What to produce -> Print the entries in full, word for word, but not the pictures.

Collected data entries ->

======

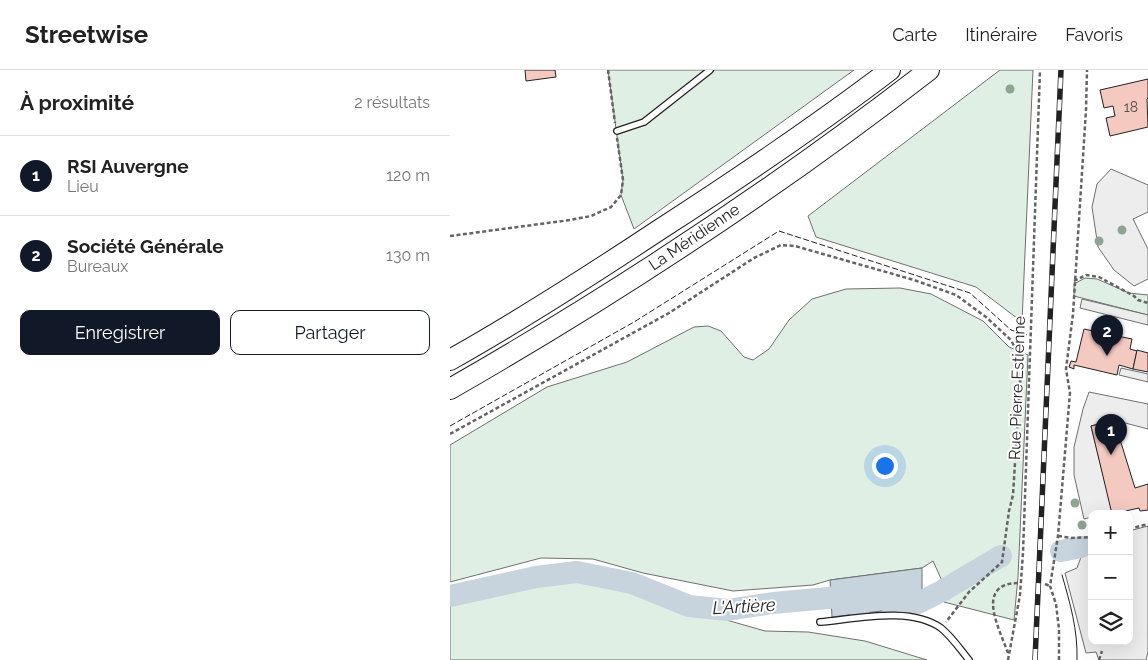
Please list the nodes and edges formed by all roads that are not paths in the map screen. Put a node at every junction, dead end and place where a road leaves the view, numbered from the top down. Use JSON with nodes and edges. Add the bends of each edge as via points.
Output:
{"nodes":[{"id":1,"x":710,"y":70,"type":"edge"},
{"id":2,"x":890,"y":70,"type":"edge"},
{"id":3,"x":930,"y":70,"type":"edge"},
{"id":4,"x":616,"y":131,"type":"road end"},
{"id":5,"x":450,"y":360,"type":"edge"},
{"id":6,"x":450,"y":389,"type":"edge"},
{"id":7,"x":820,"y":622,"type":"dead end"},
{"id":8,"x":969,"y":660,"type":"edge"}],
"edges":[{"from":1,"to":4,"type":"lane","via":[[644,122]]},
{"from":2,"to":5,"type":"highway","name":"La Méridienne","via":[[762,163],[618,258]]},
{"from":3,"to":6,"type":"highway","name":"La Méridienne","via":[[690,240],[557,326]]},
{"from":7,"to":8,"type":"lane","via":[[895,616],[925,619],[941,628]]}]}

======

Exercise solution ->
Please list the nodes and edges formed by all roads that are not paths in the map screen. Put a node at every junction, dead end and place where a road leaves the view, numbered from the top down. Use JSON with nodes and edges. Add the bends of each edge as via points.
Output:
{"nodes":[{"id":1,"x":710,"y":70,"type":"edge"},
{"id":2,"x":890,"y":70,"type":"edge"},
{"id":3,"x":930,"y":70,"type":"edge"},
{"id":4,"x":616,"y":131,"type":"road end"},
{"id":5,"x":450,"y":360,"type":"edge"},
{"id":6,"x":450,"y":389,"type":"edge"},
{"id":7,"x":820,"y":622,"type":"dead end"},
{"id":8,"x":969,"y":660,"type":"edge"}],
"edges":[{"from":1,"to":4,"type":"lane","via":[[644,122]]},
{"from":2,"to":5,"type":"highway","name":"La Méridienne","via":[[762,163],[618,258]]},
{"from":3,"to":6,"type":"highway","name":"La Méridienne","via":[[690,240],[557,326]]},
{"from":7,"to":8,"type":"lane","via":[[895,616],[925,619],[941,628]]}]}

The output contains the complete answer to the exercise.